Determine the number of lines in the data below that hold "Mattabassett"; give nothing but that number.

[Saved entries]
==================================================

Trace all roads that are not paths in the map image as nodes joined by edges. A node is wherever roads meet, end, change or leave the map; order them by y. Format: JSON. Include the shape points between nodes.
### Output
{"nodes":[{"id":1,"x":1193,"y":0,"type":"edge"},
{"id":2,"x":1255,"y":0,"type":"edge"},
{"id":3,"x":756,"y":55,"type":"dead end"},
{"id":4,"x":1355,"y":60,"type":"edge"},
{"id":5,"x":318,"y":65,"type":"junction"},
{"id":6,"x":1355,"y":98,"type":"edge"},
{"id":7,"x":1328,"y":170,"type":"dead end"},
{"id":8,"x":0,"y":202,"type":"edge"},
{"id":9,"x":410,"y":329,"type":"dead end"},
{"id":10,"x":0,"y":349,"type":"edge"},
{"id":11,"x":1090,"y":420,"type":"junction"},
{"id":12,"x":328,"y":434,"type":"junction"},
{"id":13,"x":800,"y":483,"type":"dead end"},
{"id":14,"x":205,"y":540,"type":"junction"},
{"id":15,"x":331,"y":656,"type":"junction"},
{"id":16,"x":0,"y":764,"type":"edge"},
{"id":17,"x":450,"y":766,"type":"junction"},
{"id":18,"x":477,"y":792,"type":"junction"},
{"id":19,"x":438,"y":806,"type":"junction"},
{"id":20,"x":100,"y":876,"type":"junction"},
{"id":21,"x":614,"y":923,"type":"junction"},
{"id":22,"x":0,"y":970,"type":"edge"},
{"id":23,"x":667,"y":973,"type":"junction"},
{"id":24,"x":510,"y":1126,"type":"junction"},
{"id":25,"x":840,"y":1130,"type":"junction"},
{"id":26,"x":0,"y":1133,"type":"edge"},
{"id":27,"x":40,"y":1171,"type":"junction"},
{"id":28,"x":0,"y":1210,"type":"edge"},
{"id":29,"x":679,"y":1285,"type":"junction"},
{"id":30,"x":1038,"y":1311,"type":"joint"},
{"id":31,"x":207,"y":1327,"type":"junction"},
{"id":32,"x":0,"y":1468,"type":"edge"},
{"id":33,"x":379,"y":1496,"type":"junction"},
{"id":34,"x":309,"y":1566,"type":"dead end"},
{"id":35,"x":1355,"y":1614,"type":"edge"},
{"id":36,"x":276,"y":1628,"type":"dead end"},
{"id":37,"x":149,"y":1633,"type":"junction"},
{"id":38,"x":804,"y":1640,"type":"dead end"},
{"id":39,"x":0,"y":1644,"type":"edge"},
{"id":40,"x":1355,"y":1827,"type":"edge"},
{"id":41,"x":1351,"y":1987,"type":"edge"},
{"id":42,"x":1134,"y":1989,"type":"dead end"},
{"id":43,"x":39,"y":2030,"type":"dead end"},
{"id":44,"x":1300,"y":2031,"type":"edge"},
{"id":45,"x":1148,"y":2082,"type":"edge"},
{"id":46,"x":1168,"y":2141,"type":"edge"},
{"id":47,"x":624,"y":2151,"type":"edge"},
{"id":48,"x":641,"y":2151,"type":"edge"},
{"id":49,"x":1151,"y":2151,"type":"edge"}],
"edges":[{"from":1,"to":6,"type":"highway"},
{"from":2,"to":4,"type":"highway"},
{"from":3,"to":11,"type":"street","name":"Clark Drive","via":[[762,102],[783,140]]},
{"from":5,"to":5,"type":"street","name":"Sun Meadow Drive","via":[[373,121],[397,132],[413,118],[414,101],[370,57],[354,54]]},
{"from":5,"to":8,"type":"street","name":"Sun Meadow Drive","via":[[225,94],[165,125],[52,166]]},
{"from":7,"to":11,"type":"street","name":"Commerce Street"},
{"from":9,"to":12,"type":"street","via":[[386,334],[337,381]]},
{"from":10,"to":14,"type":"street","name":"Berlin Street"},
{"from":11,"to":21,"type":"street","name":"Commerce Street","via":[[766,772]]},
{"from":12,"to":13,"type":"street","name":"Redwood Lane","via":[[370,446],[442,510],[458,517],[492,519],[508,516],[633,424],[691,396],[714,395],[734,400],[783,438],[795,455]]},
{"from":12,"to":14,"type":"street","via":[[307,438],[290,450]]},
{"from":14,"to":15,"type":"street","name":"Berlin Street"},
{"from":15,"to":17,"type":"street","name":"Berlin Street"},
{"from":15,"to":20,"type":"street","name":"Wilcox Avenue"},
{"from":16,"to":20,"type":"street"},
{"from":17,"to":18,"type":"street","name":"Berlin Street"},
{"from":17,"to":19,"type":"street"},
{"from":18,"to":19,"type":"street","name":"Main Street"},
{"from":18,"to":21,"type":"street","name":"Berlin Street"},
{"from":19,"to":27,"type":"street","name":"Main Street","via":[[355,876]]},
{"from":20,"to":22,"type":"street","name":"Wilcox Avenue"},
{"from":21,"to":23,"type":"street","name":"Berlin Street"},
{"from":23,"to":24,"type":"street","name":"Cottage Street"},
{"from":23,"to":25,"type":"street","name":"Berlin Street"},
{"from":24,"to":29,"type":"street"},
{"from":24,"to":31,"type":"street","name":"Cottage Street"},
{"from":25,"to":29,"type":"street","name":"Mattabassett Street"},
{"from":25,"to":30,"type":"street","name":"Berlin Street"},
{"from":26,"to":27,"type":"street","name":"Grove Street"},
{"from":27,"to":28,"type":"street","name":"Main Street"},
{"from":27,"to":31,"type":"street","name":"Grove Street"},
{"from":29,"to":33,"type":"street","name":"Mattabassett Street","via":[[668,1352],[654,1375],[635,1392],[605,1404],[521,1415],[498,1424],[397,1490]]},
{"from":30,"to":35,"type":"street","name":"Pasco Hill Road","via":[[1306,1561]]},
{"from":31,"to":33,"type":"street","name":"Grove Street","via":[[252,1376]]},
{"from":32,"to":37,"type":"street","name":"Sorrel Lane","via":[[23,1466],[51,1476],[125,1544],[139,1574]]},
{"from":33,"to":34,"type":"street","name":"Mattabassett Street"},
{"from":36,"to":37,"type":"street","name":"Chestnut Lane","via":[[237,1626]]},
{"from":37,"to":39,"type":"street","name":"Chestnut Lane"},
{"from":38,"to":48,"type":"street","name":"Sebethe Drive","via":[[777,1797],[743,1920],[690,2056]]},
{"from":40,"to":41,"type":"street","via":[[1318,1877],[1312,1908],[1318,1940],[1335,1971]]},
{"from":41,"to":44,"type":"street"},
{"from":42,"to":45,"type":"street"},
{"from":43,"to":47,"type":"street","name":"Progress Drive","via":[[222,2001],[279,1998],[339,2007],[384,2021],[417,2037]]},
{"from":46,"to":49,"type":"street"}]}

==================================================

_RESULT_:
3